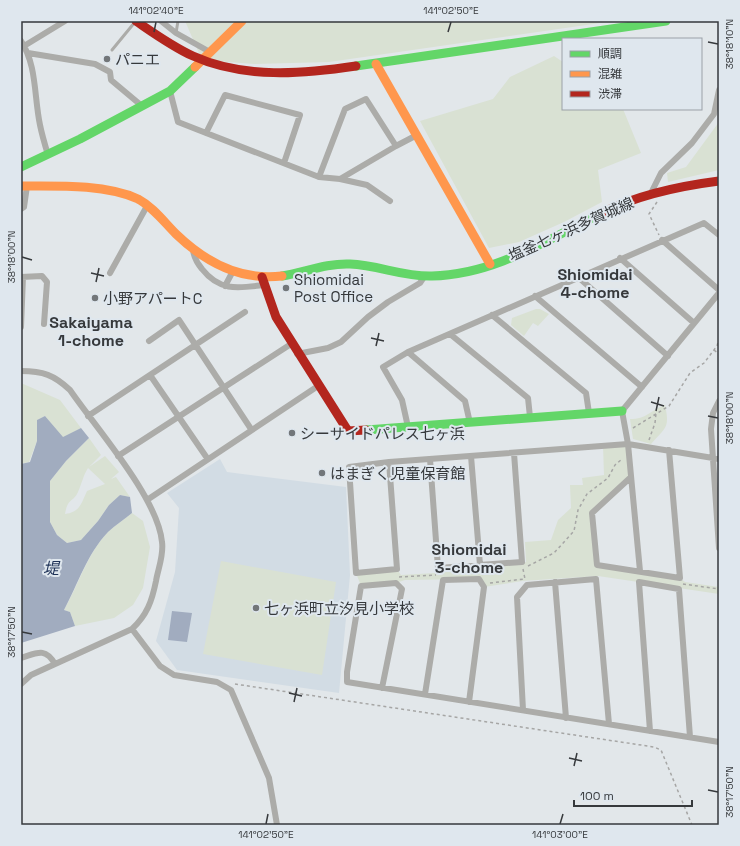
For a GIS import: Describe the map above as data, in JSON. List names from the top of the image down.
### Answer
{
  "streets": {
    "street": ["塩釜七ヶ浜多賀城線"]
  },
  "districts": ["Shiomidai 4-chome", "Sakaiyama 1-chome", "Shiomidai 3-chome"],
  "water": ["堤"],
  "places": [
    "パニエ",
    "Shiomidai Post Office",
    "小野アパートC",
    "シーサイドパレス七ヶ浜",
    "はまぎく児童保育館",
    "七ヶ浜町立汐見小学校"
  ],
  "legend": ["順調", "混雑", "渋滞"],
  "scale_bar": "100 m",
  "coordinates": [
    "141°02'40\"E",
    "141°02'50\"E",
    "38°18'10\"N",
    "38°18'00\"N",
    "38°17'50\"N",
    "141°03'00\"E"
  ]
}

...

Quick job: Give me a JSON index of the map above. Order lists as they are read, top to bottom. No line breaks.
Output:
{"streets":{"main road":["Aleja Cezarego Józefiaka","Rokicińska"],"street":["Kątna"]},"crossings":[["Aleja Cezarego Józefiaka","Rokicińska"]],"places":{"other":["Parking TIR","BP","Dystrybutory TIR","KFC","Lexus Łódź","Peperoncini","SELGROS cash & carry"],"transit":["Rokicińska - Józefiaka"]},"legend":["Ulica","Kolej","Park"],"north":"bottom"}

— TASK OBJECTIVE —
Write down every line of the data above that includes the string "JSON".

— FINISHED TASK —
For a GIS import: Describe the map above as data, in JSON. List names from the top of the image down.
Quick job: Give me a JSON index of the map above. Order lists as they are read, top to bottom. No line breaks.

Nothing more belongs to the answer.